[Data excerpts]
══════════
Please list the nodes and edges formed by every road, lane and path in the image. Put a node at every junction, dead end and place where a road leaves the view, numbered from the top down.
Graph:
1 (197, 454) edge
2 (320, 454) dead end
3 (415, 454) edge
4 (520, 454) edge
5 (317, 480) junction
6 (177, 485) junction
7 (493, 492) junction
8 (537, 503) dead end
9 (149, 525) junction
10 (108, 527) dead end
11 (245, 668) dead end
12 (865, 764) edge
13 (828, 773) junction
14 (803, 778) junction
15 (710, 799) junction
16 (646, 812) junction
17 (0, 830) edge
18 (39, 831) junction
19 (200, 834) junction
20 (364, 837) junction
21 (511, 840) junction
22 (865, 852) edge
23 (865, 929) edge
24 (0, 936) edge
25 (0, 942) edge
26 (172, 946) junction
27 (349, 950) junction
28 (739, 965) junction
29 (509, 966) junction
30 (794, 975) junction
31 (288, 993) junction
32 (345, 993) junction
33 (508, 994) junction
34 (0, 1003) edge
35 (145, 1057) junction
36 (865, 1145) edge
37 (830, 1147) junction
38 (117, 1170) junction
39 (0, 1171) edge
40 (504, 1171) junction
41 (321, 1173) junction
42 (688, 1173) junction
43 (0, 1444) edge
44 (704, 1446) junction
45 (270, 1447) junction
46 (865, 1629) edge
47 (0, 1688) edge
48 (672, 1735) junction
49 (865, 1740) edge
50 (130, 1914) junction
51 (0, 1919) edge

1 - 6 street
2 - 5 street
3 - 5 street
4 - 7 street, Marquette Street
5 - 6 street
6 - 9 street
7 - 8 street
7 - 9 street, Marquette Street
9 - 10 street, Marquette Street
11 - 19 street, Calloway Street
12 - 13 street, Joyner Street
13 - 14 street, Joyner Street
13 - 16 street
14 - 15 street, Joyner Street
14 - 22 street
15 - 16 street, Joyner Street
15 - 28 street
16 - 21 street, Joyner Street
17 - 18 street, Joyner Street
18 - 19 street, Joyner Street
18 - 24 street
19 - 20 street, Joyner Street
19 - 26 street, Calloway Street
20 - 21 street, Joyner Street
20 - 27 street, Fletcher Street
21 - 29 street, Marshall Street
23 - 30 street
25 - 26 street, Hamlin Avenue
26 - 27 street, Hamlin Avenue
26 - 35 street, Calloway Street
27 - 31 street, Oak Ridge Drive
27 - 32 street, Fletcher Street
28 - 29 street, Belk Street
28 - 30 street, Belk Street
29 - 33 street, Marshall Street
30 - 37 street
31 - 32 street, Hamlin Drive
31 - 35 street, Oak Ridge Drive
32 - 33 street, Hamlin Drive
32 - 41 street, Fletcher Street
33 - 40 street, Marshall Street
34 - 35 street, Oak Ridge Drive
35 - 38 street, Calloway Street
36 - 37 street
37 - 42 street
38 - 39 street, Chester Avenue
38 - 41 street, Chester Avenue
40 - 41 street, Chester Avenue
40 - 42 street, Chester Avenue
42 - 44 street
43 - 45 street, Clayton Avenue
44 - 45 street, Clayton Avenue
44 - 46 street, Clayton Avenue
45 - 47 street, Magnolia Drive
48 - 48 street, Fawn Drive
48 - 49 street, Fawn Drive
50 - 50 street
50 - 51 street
══════════
[GOAL OF THE EXERCISE]
Sift the data above for lines with "Clayton", then copy each one.

[ANSWER SECTION]
43 - 45 street, Clayton Avenue
44 - 45 street, Clayton Avenue
44 - 46 street, Clayton Avenue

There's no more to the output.